Lebih parah lagi, pada saat ini Dinas Pengendalian Pertanahan Daerah (DPPD) Kabupaten Sleman  sedang menangani permasalahan yang meresahkan konsumen, yakni: (1) perumahan yang dibeli belum memiliki izin IPPT; (2) pengembang sudah mempunyai IPPT namun belum menindaklanjuti perizinan yang lainnya termasuk IMB; (3) beberapa perumahan yang sudah terbangun dan dihuni sertifikatnya masih atas nama pemilik asal dan belum diproses lebih lanjut sesuai aturan; (4) beberapa perumahan dengan luas kapling tidak sesuai dengan aturan minimal luas kapling; (5) beberapa pengembang sudah tidak mempunyai kemampuan untuk menyelesaikan proses perizinan; (6) pengembang telah dinyatakan pailit; (7) beberapa pengembang telah gulung tikar dan tidak diketahui keberadaannya. Berbagai permasalahan riil yang dihadapi konsumen dan Pemerintah Kabupaten Sleman ini merupakan permasalahan yang tidak sederhana, saling silang sengkurat antara kepentingan kemudahan perijinan dan retribusi daerah bagi pemerintah daerah, percepatan pengembangan investasi dan keuntungan bagi pengembang dan kemudahan mendapatkan perumahan bagi konsumen dengan harga murah. Kepentingan-kepentingan inilah yang kemudian menjadikan pembangunan perumahan permukiman sebagai sebuah dualisme yang berujung pada perumahan permukiman ‘setengah ilegal’.
Merespon berbagai permasalahan tersebut, DPPD Kabupaten Sleman membentuk Forum Asistensi Permasalahan Perumahan yang berupaya mengidentifikasi dan menyelesaikan berbagai pemasalahan perumahan yang dirasa merugikan konsumen.
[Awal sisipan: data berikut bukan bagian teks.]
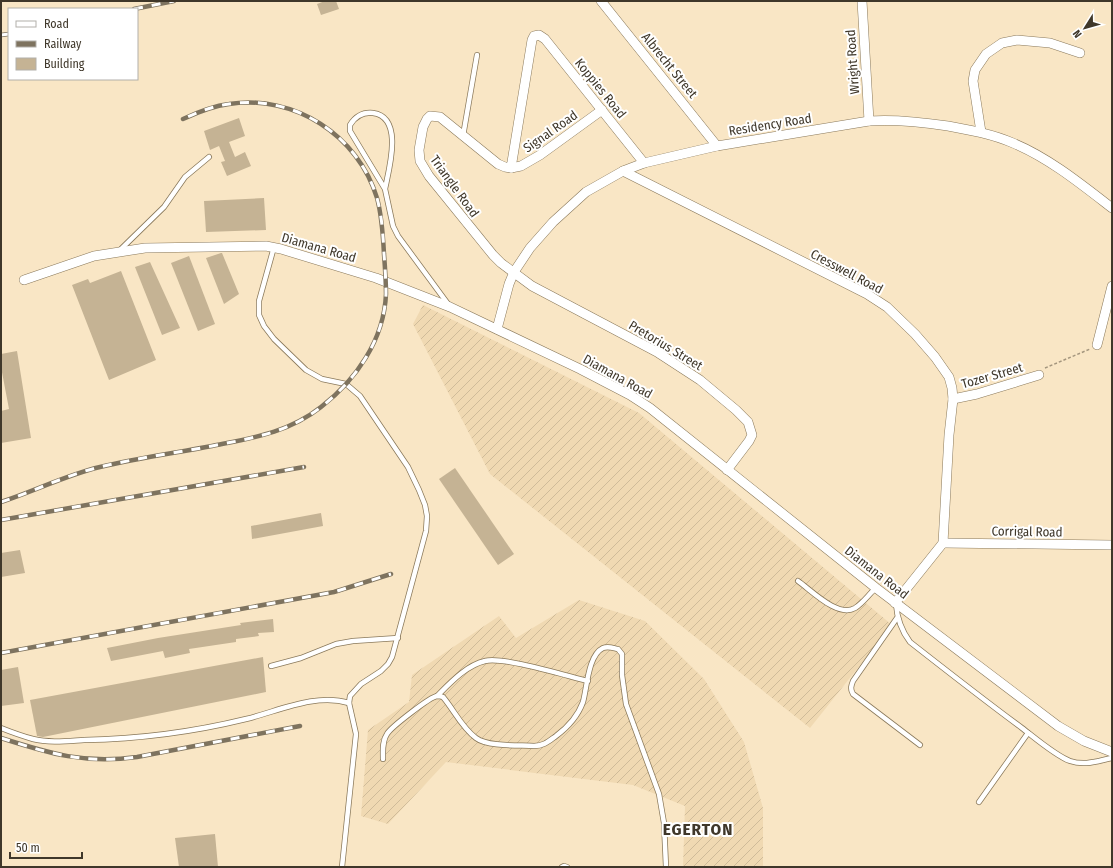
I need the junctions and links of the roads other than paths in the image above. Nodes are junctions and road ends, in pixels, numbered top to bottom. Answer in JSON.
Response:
{"nodes":[{"id":1,"x":601,"y":1,"type":"edge"},
{"id":2,"x":862,"y":1,"type":"edge"},
{"id":3,"x":1080,"y":53,"type":"dead end"},
{"id":4,"x":477,"y":55,"type":"dead end"},
{"id":5,"x":602,"y":110,"type":"junction"},
{"id":6,"x":869,"y":121,"type":"junction"},
{"id":7,"x":981,"y":132,"type":"junction"},
{"id":8,"x":463,"y":136,"type":"junction"},
{"id":9,"x":717,"y":146,"type":"junction"},
{"id":10,"x":209,"y":157,"type":"dead end"},
{"id":11,"x":644,"y":163,"type":"junction"},
{"id":12,"x":511,"y":168,"type":"junction"},
{"id":13,"x":623,"y":171,"type":"junction"},
{"id":14,"x":386,"y":189,"type":"junction"},
{"id":15,"x":1112,"y":208,"type":"edge"},
{"id":16,"x":274,"y":247,"type":"junction"},
{"id":17,"x":119,"y":252,"type":"junction"},
{"id":18,"x":514,"y":272,"type":"junction"},
{"id":19,"x":24,"y":280,"type":"dead end"},
{"id":20,"x":1112,"y":286,"type":"edge"},
{"id":21,"x":450,"y":307,"type":"junction"},
{"id":22,"x":497,"y":329,"type":"junction"},
{"id":23,"x":1097,"y":345,"type":"road end"},
{"id":24,"x":1039,"y":375,"type":"road end"},
{"id":25,"x":953,"y":399,"type":"junction"},
{"id":26,"x":726,"y":470,"type":"junction"},
{"id":27,"x":942,"y":543,"type":"junction"},
{"id":28,"x":1112,"y":545,"type":"edge"},
{"id":29,"x":798,"y":581,"type":"dead end"},
{"id":30,"x":876,"y":588,"type":"junction"},
{"id":31,"x":896,"y":603,"type":"junction"},
{"id":32,"x":897,"y":618,"type":"junction"},
{"id":33,"x":398,"y":638,"type":"junction"},
{"id":34,"x":271,"y":666,"type":"dead end"},
{"id":35,"x":588,"y":681,"type":"junction"},
{"id":36,"x":438,"y":696,"type":"junction"},
{"id":37,"x":349,"y":703,"type":"junction"},
{"id":38,"x":1,"y":728,"type":"edge"},
{"id":39,"x":1028,"y":733,"type":"junction"},
{"id":40,"x":920,"y":745,"type":"dead end"},
{"id":41,"x":1112,"y":752,"type":"edge"},
{"id":42,"x":1112,"y":758,"type":"edge"},
{"id":43,"x":383,"y":759,"type":"dead end"},
{"id":44,"x":979,"y":802,"type":"dead end"},
{"id":45,"x":342,"y":867,"type":"edge"},
{"id":46,"x":562,"y":867,"type":"edge"},
{"id":47,"x":567,"y":867,"type":"edge"},
{"id":48,"x":666,"y":867,"type":"edge"}],
"edges":[{"from":1,"to":9,"type":"street","name":"Albrecht Street"},
{"from":2,"to":6,"type":"street","name":"Wright Road"},
{"from":3,"to":7,"type":"street"},
{"from":4,"to":8,"type":"lane"},
{"from":5,"to":11,"type":"street","name":"Koppies Road"},
{"from":5,"to":12,"type":"street","name":"Signal Road"},
{"from":5,"to":12,"type":"street","name":"Koppies Road"},
{"from":6,"to":7,"type":"street","name":"Residency Road"},
{"from":6,"to":9,"type":"street","name":"Residency Road"},
{"from":7,"to":15,"type":"street","name":"Residency Road"},
{"from":8,"to":12,"type":"street","name":"Triangle Road"},
{"from":8,"to":18,"type":"street","name":"Triangle Road"},
{"from":9,"to":11,"type":"street","name":"Residency Road"},
{"from":10,"to":17,"type":"lane"},
{"from":11,"to":13,"type":"street","name":"Residency Road"},
{"from":13,"to":18,"type":"street","name":"Residency Road"},
{"from":13,"to":25,"type":"street","name":"Cresswell Road"},
{"from":14,"to":14,"type":"lane"},
{"from":14,"to":21,"type":"lane"},
{"from":16,"to":17,"type":"street","name":"Diamana Road"},
{"from":16,"to":21,"type":"street","name":"Diamana Road"},
{"from":16,"to":33,"type":"lane"},
{"from":17,"to":19,"type":"street","name":"Diamana Road"},
{"from":18,"to":22,"type":"street","name":"Residency Road"},
{"from":18,"to":26,"type":"street","name":"Pretorius Street"},
{"from":20,"to":23,"type":"street"},
{"from":21,"to":22,"type":"street","name":"Diamana Road"},
{"from":22,"to":26,"type":"street","name":"Diamana Road"},
{"from":24,"to":25,"type":"street","name":"Tozer Street"},
{"from":25,"to":27,"type":"street","name":"Cresswell Road"},
{"from":26,"to":30,"type":"street","name":"Diamana Road"},
{"from":27,"to":28,"type":"street","name":"Corrigal Road"},
{"from":27,"to":31,"type":"street"},
{"from":29,"to":30,"type":"lane"},
{"from":30,"to":31,"type":"street","name":"Diamana Road"},
{"from":31,"to":32,"type":"lane"},
{"from":31,"to":41,"type":"street","name":"Diamana Road"},
{"from":32,"to":39,"type":"lane"},
{"from":32,"to":40,"type":"lane"},
{"from":33,"to":34,"type":"lane"},
{"from":33,"to":37,"type":"lane"},
{"from":35,"to":36,"type":"lane"},
{"from":35,"to":36,"type":"lane"},
{"from":35,"to":48,"type":"lane"},
{"from":36,"to":43,"type":"lane"},
{"from":37,"to":38,"type":"lane"},
{"from":37,"to":45,"type":"lane"},
{"from":39,"to":42,"type":"lane"},
{"from":39,"to":44,"type":"lane"},
{"from":46,"to":47,"type":"lane"}]}
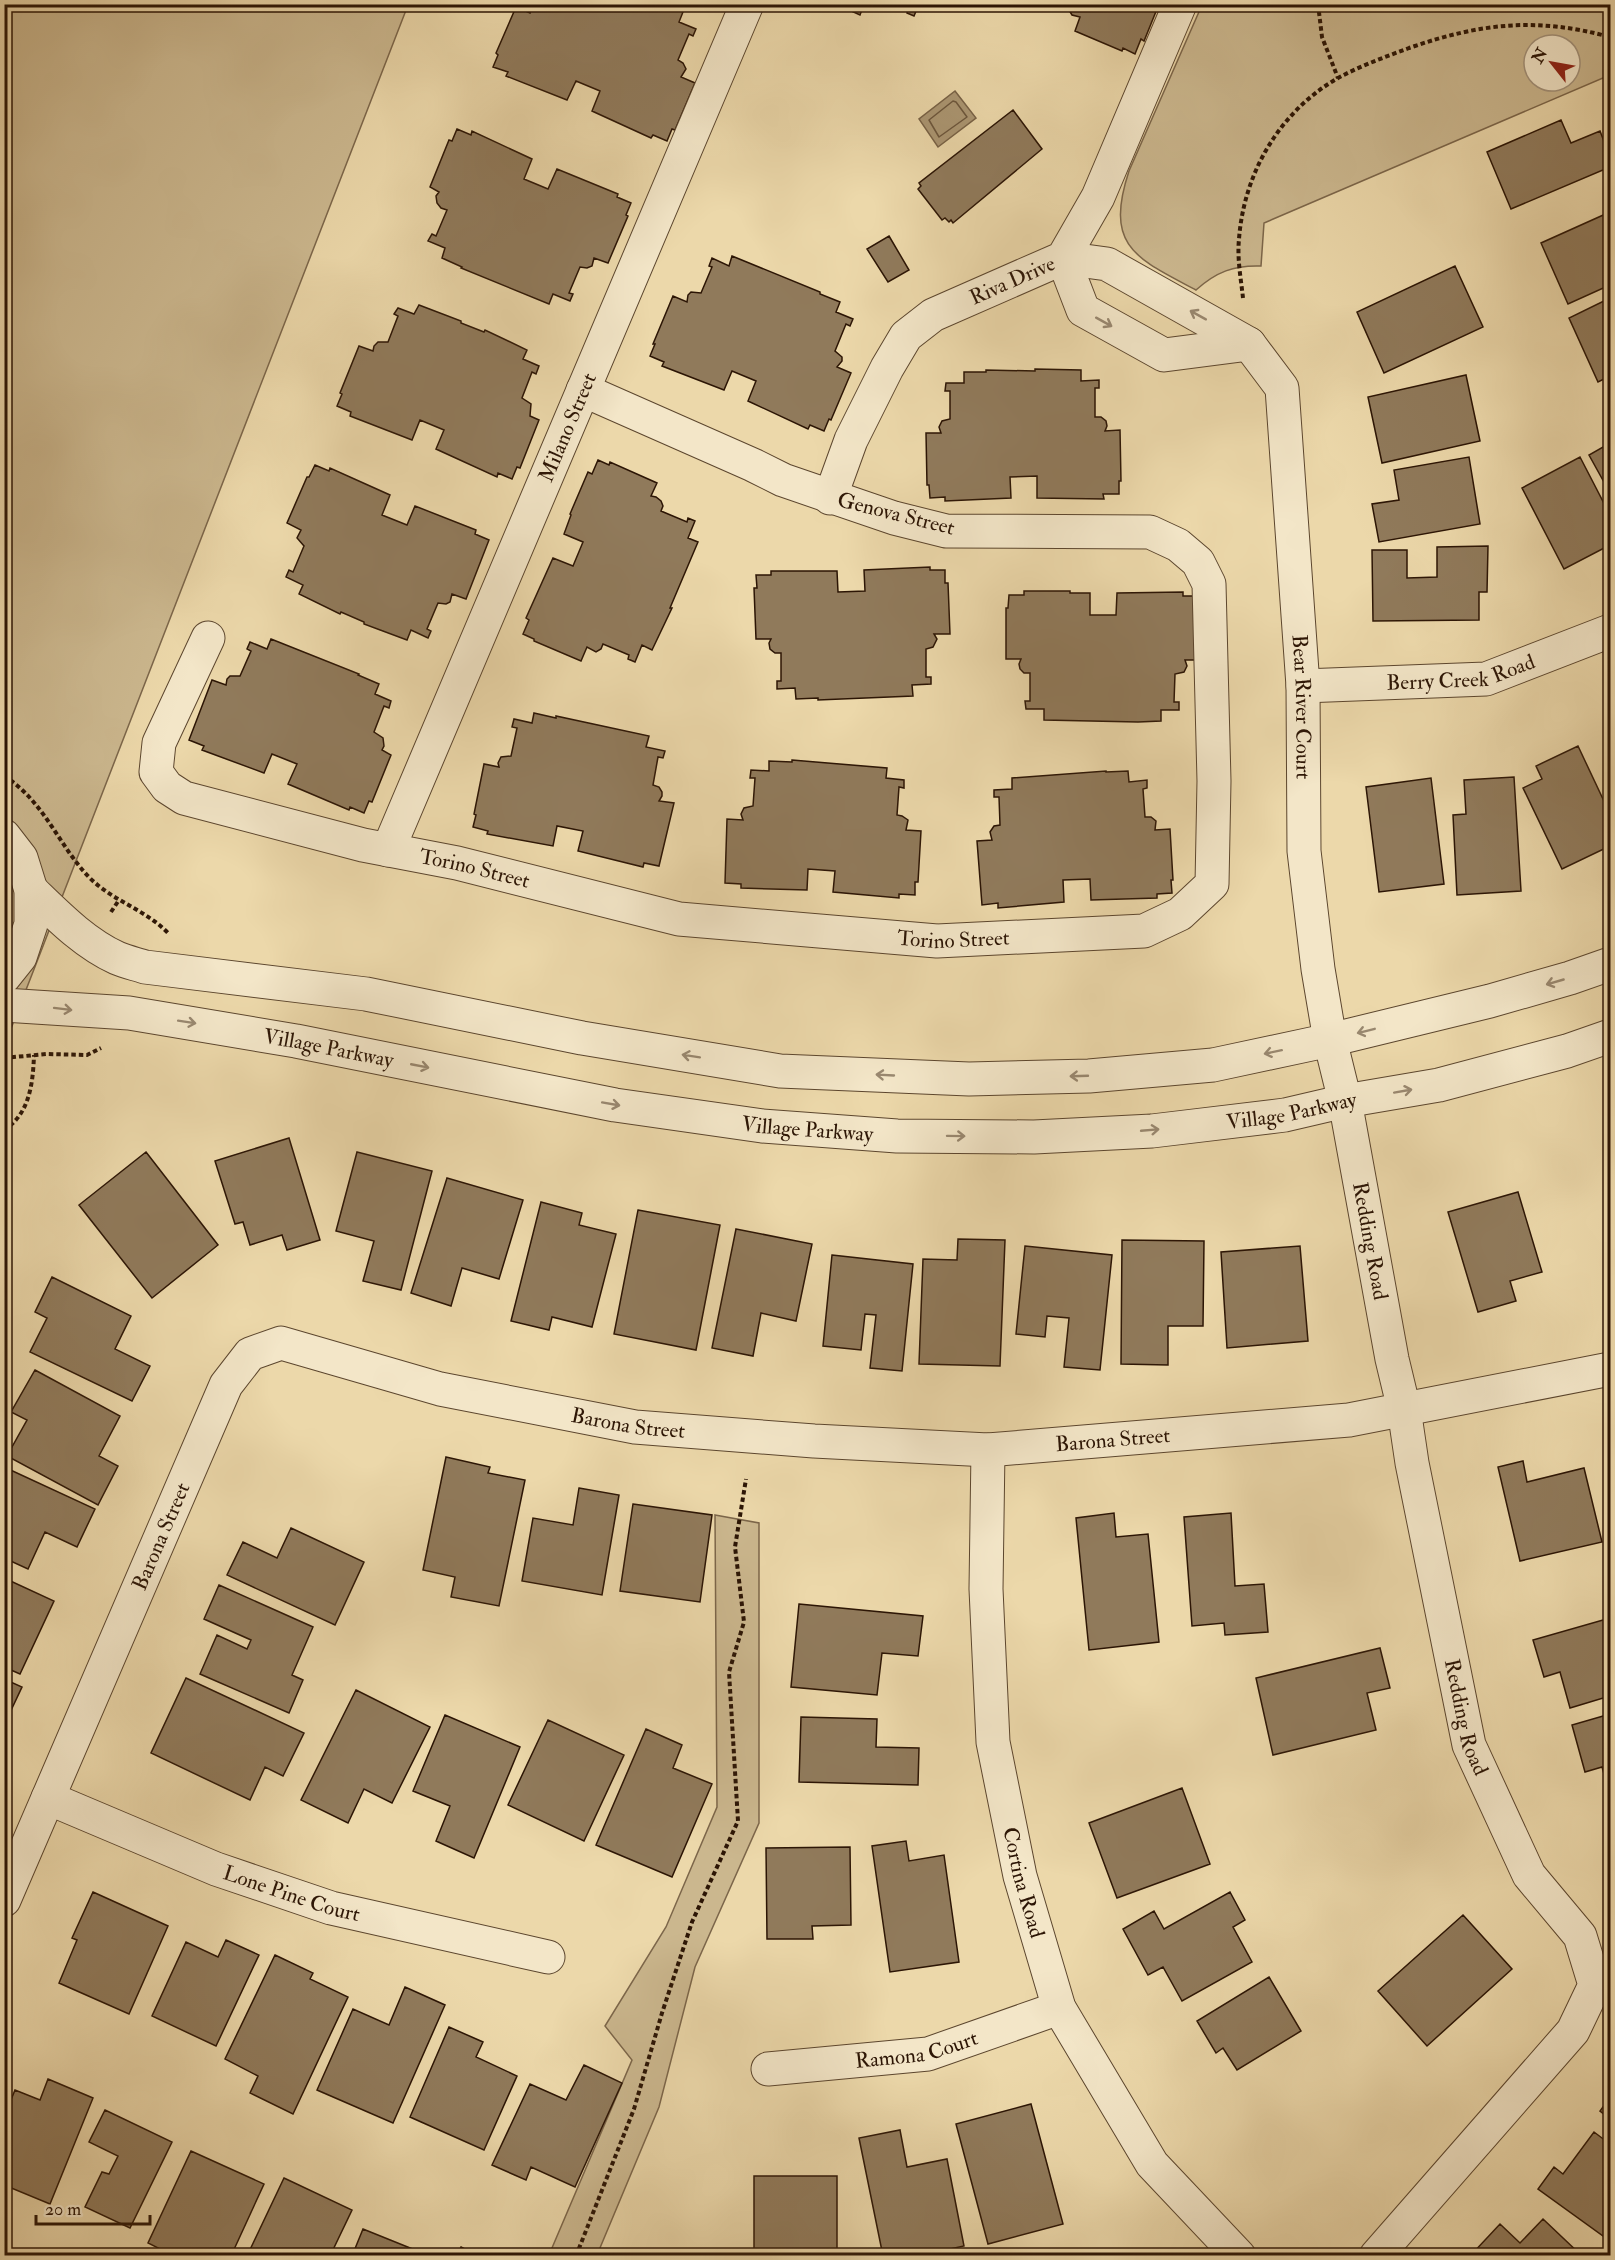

Masyarakat yang berkepentingan dapat mengadukan permasalahannya melalui www.dppd.slemankab.go.id atau langsung ke kantor DPPD. Langkah taktis yang dilakukan Pemkab Sleman ini diharapkan dapat menyelesaikan dualisme pembangunan perumahan saat ini dan masa mendatang. Semoga.